- **PROMPT**: Select all lines in the records that include "Maples".

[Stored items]
※ ※ ※

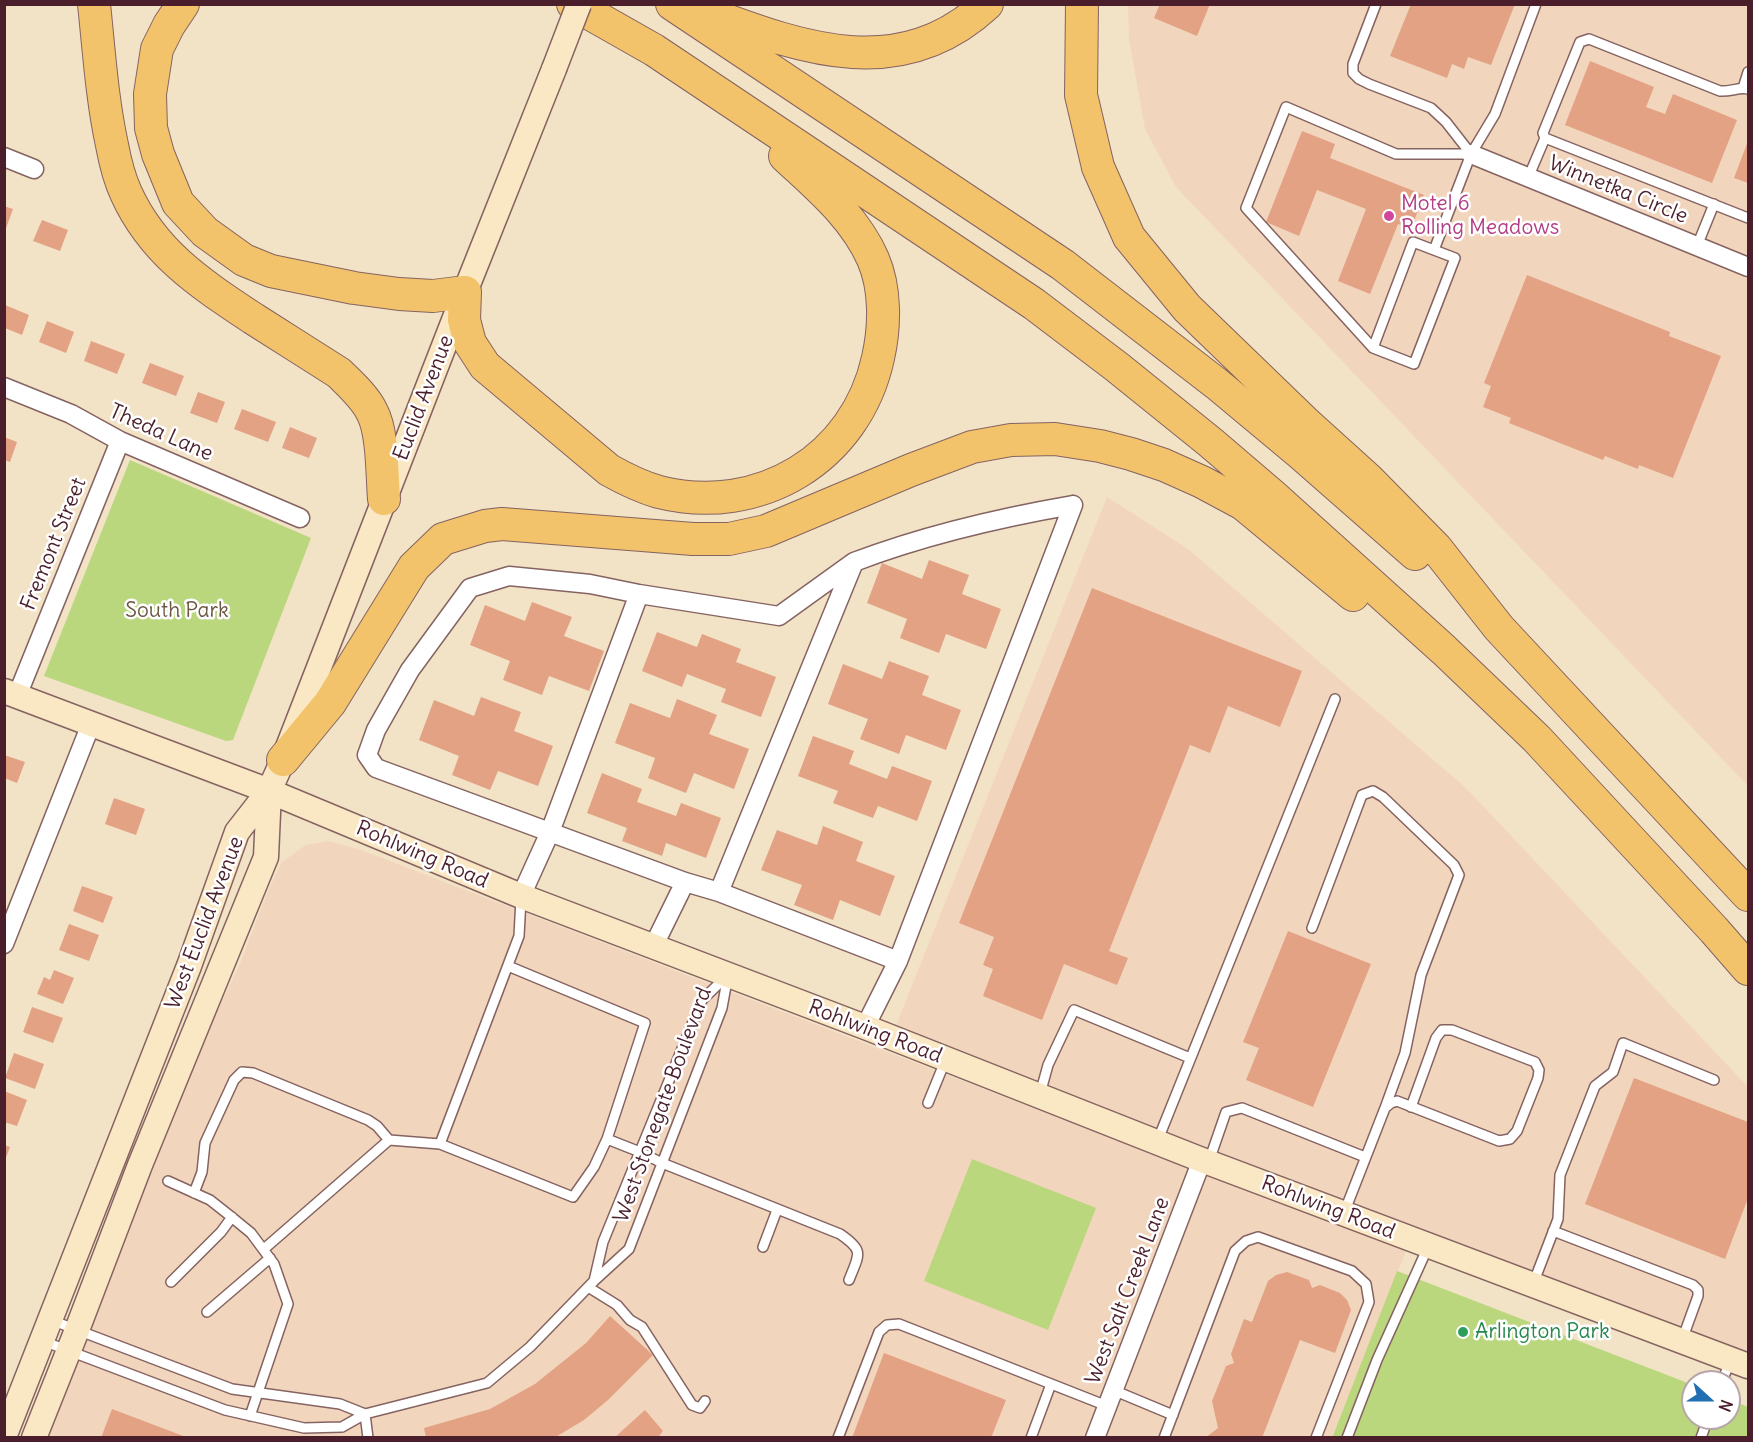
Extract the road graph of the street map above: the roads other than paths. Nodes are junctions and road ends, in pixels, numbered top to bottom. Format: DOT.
graph roads {
  1 [pos="94,4"];
  2 [pos="183,4"];
  3 [pos="561,4"];
  4 [pos="672,4"];
  5 [pos="683,4"];
  6 [pos="987,4"];
  7 [pos="1082,4"];
  8 [pos="1376,4"];
  9 [pos="1536,4"];
  10 [pos="583,9"];
  11 [pos="654,50"];
  12 [pos="1749,72"];
  13 [pos="1746,89"];
  14 [pos="1545,138"];
  15 [pos="1471,154"];
  16 [pos="4,157"];
  17 [pos="34,169"];
  18 [pos="1528,178"];
  19 [pos="1714,204"];
  20 [pos="1749,218"];
  21 [pos="1697,246"];
  22 [pos="1434,250"];
  23 [pos="1749,267"];
  24 [pos="465,292"];
  25 [pos="1373,348"];
  26 [pos="4,387"];
  27 [pos="120,441"];
  28 [pos="384,499"];
  29 [pos="300,518"];
  30 [pos="854,562"];
  31 [pos="639,594"];
  32 [pos="1499,628"];
  33 [pos="11,694"];
  34 [pos="1335,699"];
  35 [pos="91,724"];
  36 [pos="1537,740"];
  37 [pos="283,760"];
  38 [pos="269,791"];
  39 [pos="550,832"];
  40 [pos="684,882"];
  41 [pos="719,892"];
  42 [pos="1749,895"];
  43 [pos="521,896"];
  44 [pos="1312,928"];
  45 [pos="4,944"];
  46 [pos="653,947"];
  47 [pos="898,961"];
  48 [pos="508,966"];
  49 [pos="1749,969"];
  50 [pos="728,975"];
  51 [pos="865,1027"];
  52 [pos="1190,1058"];
  53 [pos="946,1059"];
  54 [pos="1714,1080"];
  55 [pos="1040,1096"];
  56 [pos="928,1103"];
  57 [pos="1411,1107"];
  58 [pos="1385,1108"];
  59 [pos="607,1139"];
  60 [pos="389,1140"];
  61 [pos="1157,1142"];
  62 [pos="440,1144"];
  63 [pos="640,1152"];
  64 [pos="1365,1157"];
  65 [pos="1205,1161"];
  66 [pos="662,1163"];
  67 [pos="168,1181"];
  68 [pos="194,1193"];
  69 [pos="777,1210"];
  70 [pos="1344,1213"];
  71 [pos="232,1217"];
  72 [pos="1553,1231"];
  73 [pos="1428,1245"];
  74 [pos="763,1247"];
  75 [pos="264,1249"];
  76 [pos="270,1258"];
  77 [pos="849,1280"];
  78 [pos="171,1282"];
  79 [pos="591,1284"];
  80 [pos="1533,1284"];
  81 [pos="207,1312"];
  82 [pos="47,1331"];
  83 [pos="73,1340"];
  84 [pos="1682,1340"];
  85 [pos="1740,1362"];
  86 [pos="1051,1384"];
  87 [pos="258,1394"];
  88 [pos="1110,1398"];
  89 [pos="705,1401"];
  90 [pos="365,1414"];
  91 [pos="1173,1414"];
  92 [pos="250,1416"];
  93 [pos="4,1437"];
  94 [pos="34,1437"];
  95 [pos="368,1437"];
  96 [pos="838,1437"];
  97 [pos="1031,1437"];
  98 [pos="1095,1437"];
  99 [pos="1164,1437"];
  100 [pos="1316,1437"];
  101 [pos="1347,1437"];
  1 -- 28 [label="highway"];
  2 -- 24 [label="highway"];
  3 -- 10 [label="highway"];
  4 -- 32 [label="highway"];
  5 -- 6 [label="highway"];
  7 -- 32 [label="highway"];
  8 -- 15 [label="lane"];
  9 -- 15 [label="lane"];
  10 -- 11 [label="highway"];
  10 -- 24 [label="main road, Euclid Avenue, bridge"];
  11 -- 24 [label="highway"];
  11 -- 36 [label="highway"];
  12 -- 13 [label="lane"];
  13 -- 14 [label="lane"];
  14 -- 18 [label="lane"];
  14 -- 19 [label="lane"];
  15 -- 18 [label="street, Winnetka Circle"];
  15 -- 22 [label="lane"];
  15 -- 25 [label="lane"];
  16 -- 17 [label="street"];
  18 -- 21 [label="street, Winnetka Circle"];
  19 -- 20 [label="lane"];
  19 -- 21 [label="lane"];
  21 -- 23 [label="street, Winnetka Circle"];
  22 -- 25 [label="lane"];
  22 -- 25 [label="lane"];
  24 -- 28 [label="main road, Euclid Avenue"];
  26 -- 27 [label="street, Theda Lane"];
  27 -- 29 [label="street, Theda Lane"];
  27 -- 33 [label="street, Fremont Street"];
  28 -- 37 [label="main road, Euclid Avenue"];
  30 -- 31 [label="street"];
  30 -- 41 [label="street"];
  30 -- 47 [label="street"];
  31 -- 39 [label="street"];
  31 -- 39 [label="street"];
  32 -- 42 [label="highway"];
  33 -- 35 [label="main road, Rohlwing Road"];
  34 -- 52 [label="lane"];
  35 -- 38 [label="main road, Rohlwing Road"];
  35 -- 45 [label="street"];
  36 -- 37 [label="highway"];
  36 -- 49 [label="highway"];
  37 -- 38 [label="main road, Euclid Avenue"];
  38 -- 43 [label="main road, Rohlwing Road"];
  38 -- 82 [label="main road, West Euclid Avenue"];
  38 -- 83 [label="main road, West Euclid Avenue"];
  39 -- 40 [label="street"];
  39 -- 43 [label="street"];
  40 -- 41 [label="street"];
  40 -- 46 [label="street"];
  41 -- 47 [label="street"];
  43 -- 46 [label="main road, Rohlwing Road"];
  43 -- 48 [label="lane"];
  44 -- 58 [label="lane"];
  46 -- 50 [label="main road, Rohlwing Road"];
  47 -- 51 [label="street"];
  48 -- 59 [label="lane"];
  48 -- 62 [label="lane"];
  50 -- 51 [label="main road, Rohlwing Road"];
  50 -- 63 [label="lane, West Stonegate Boulevard"];
  50 -- 66 [label="lane, West Stonegate Boulevard"];
  51 -- 53 [label="main road, Rohlwing Road"];
  52 -- 55 [label="lane"];
  52 -- 61 [label="lane"];
  53 -- 55 [label="main road, Rohlwing Road"];
  53 -- 56 [label="lane"];
  54 -- 72 [label="lane"];
  55 -- 61 [label="main road, Rohlwing Road"];
  57 -- 57 [label="lane"];
  57 -- 58 [label="lane"];
  58 -- 64 [label="lane"];
  59 -- 62 [label="lane"];
  59 -- 63 [label="lane"];
  60 -- 62 [label="lane"];
  60 -- 68 [label="lane"];
  60 -- 75 [label="lane"];
  61 -- 65 [label="main road, Rohlwing Road"];
  63 -- 66 [label="lane"];
  63 -- 79 [label="lane, West Stonegate Boulevard"];
  64 -- 65 [label="lane"];
  64 -- 70 [label="lane"];
  65 -- 70 [label="main road, Rohlwing Road"];
  65 -- 88 [label="street, West Salt Creek Lane"];
  66 -- 69 [label="lane"];
  66 -- 79 [label="lane, West Stonegate Boulevard"];
  67 -- 68 [label="lane"];
  68 -- 71 [label="lane"];
  69 -- 74 [label="lane"];
  69 -- 77 [label="lane"];
  70 -- 73 [label="main road, Rohlwing Road"];
  71 -- 75 [label="lane"];
  71 -- 78 [label="lane"];
  72 -- 80 [label="lane"];
  72 -- 84 [label="lane"];
  73 -- 80 [label="main road, Rohlwing Road"];
  73 -- 101 [label="lane"];
  75 -- 76 [label="lane"];
  76 -- 81 [label="lane"];
  76 -- 87 [label="lane"];
  79 -- 89 [label="lane"];
  79 -- 90 [label="lane, West Stonegate Boulevard"];
  80 -- 84 [label="main road, Rohlwing Road"];
  82 -- 83 [label="lane, West Stonegate Boulevard"];
  82 -- 83 [label="lane, West Stonegate Boulevard"];
  82 -- 93 [label="main road, West Euclid Avenue"];
  83 -- 87 [label="lane, West Stonegate Boulevard"];
  83 -- 92 [label="lane, West Stonegate Boulevard"];
  83 -- 94 [label="main road, West Euclid Avenue"];
  84 -- 85 [label="main road, Rohlwing Road"];
  86 -- 88 [label="lane"];
  86 -- 96 [label="lane"];
  86 -- 97 [label="lane"];
  87 -- 90 [label="lane, West Stonegate Boulevard"];
  87 -- 92 [label="lane"];
  88 -- 91 [label="lane"];
  88 -- 98 [label="street, West Salt Creek Lane"];
  90 -- 92 [label="lane, West Stonegate Boulevard"];
  90 -- 95 [label="lane"];
  91 -- 99 [label="lane"];
  91 -- 100 [label="lane"];
}
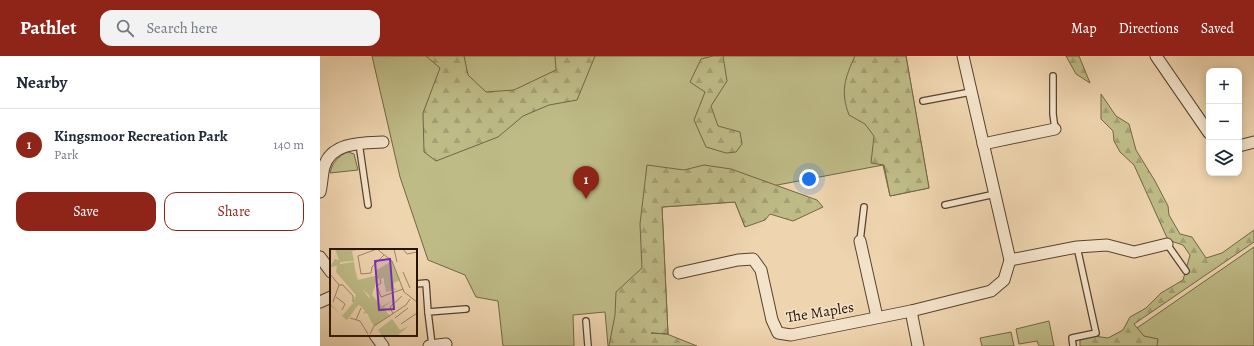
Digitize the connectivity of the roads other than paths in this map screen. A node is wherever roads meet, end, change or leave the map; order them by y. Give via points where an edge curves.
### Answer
1 (963, 56) edge
2 (1156, 56) edge
3 (1053, 76) dead end
4 (971, 92) junction
5 (923, 101) dead end
6 (1206, 128) edge
7 (1056, 129) joint
8 (383, 142) dead end
9 (1254, 142) edge
10 (359, 143) junction
11 (983, 144) junction
12 (1242, 145) edge
13 (320, 192) edge
14 (995, 194) junction
15 (368, 205) dead end
16 (946, 205) dead end
17 (864, 207) dead end
18 (860, 240) joint
19 (1167, 244) joint
20 (1077, 247) junction
21 (320, 257) edge
22 (1010, 260) junction
23 (330, 271) edge
24 (1186, 271) dead end
25 (680, 273) dead end
26 (417, 284) edge
27 (330, 297) edge
28 (320, 302) edge
29 (466, 309) dead end
30 (910, 311) junction
31 (428, 312) junction
32 (877, 317) junction
33 (586, 321) dead end
34 (376, 336) edge
35 (446, 344) dead end
36 (383, 346) edge
37 (431, 346) edge
38 (588, 346) edge
39 (918, 346) edge
40 (1074, 346) edge

1 - 4 street, The Maples
2 - 6 street
3 - 7 lane via 1053,114
4 - 5 lane
4 - 11 street, The Maples
7 - 11 street
8 - 10 street
9 - 12 street
10 - 13 street via 344,146 333,153 324,165
10 - 15 lane
11 - 14 street, The Maples
14 - 16 lane
14 - 22 street, The Maples
17 - 18 lane
18 - 32 street, The Maples
19 - 20 street via 1134,252 1107,245
19 - 24 lane
20 - 22 street
20 - 40 lane via 1096,333 1072,338
21 - 23 street
22 - 30 street, The Maples via 1004,280 991,291
25 - 32 street, The Maples via 753,259 761,270 772,320 778,333 791,335
26 - 31 lane via 426,283
27 - 28 street
29 - 31 lane
30 - 32 street, The Maples
30 - 39 street
31 - 37 lane
33 - 38 lane
34 - 36 street
35 - 37 street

※ ※ ※

- **ANSWER TO THIS TASK**:
1 - 4 street, The Maples
4 - 11 street, The Maples
11 - 14 street, The Maples
14 - 22 street, The Maples
18 - 32 street, The Maples
22 - 30 street, The Maples via 1004,280 991,291
25 - 32 street, The Maples via 753,259 761,270 772,320 778,333 791,335
30 - 32 street, The Maples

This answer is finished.